_Task to complete_.
Find every line in the records that holds the string "Jungang". Copy each one.

*** Listed records Section Begins ***

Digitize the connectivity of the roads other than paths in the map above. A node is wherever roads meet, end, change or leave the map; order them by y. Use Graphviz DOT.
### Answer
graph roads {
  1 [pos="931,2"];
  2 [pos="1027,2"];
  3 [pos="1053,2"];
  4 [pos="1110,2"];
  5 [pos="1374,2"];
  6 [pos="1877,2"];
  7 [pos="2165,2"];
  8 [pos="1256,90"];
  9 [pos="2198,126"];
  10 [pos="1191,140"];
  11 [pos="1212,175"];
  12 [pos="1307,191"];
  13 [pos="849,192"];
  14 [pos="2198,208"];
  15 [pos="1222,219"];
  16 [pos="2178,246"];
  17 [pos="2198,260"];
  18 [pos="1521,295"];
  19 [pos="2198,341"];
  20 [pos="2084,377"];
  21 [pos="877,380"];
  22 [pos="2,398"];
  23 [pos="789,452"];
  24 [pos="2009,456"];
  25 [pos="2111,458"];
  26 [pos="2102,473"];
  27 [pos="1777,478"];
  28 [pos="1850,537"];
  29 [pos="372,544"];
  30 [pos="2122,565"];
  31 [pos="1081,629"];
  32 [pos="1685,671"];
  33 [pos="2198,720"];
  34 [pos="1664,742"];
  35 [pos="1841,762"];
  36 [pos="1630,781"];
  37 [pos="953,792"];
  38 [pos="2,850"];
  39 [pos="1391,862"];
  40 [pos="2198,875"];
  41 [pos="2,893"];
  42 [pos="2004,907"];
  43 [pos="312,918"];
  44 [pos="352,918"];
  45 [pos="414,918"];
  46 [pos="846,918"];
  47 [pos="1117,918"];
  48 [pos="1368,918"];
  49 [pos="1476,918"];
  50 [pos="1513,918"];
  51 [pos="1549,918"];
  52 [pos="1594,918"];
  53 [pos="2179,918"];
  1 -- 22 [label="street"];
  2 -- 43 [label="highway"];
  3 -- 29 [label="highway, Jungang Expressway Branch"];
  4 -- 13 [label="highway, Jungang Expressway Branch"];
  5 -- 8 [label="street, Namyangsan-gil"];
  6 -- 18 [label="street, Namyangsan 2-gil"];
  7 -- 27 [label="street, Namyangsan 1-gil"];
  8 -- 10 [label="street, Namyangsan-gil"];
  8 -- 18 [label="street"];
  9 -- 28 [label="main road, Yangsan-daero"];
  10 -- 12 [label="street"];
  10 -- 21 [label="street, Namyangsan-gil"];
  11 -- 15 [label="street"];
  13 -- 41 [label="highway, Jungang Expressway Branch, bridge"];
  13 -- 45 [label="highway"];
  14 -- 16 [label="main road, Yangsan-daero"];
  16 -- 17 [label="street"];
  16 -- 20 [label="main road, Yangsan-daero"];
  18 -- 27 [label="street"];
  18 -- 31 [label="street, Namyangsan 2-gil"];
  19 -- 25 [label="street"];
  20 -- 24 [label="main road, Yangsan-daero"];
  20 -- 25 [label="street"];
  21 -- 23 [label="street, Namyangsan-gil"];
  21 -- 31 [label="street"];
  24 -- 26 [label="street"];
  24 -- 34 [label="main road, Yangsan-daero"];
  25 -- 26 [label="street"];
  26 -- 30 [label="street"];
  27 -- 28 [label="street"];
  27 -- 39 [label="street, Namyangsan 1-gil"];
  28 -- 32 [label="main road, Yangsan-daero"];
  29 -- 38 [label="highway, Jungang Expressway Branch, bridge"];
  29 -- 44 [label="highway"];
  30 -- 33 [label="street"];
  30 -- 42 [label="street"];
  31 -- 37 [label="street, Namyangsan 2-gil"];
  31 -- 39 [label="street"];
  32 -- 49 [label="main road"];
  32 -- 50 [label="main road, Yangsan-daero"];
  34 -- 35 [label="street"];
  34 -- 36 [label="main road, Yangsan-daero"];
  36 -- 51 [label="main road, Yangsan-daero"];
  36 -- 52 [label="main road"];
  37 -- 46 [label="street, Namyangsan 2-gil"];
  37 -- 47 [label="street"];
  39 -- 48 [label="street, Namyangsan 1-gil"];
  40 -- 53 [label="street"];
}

*** Listed records Section Ends ***

_Written solution_.
  3 -- 29 [label="highway, Jungang Expressway Branch"];
  4 -- 13 [label="highway, Jungang Expressway Branch"];
  13 -- 41 [label="highway, Jungang Expressway Branch, bridge"];
  29 -- 38 [label="highway, Jungang Expressway Branch, bridge"];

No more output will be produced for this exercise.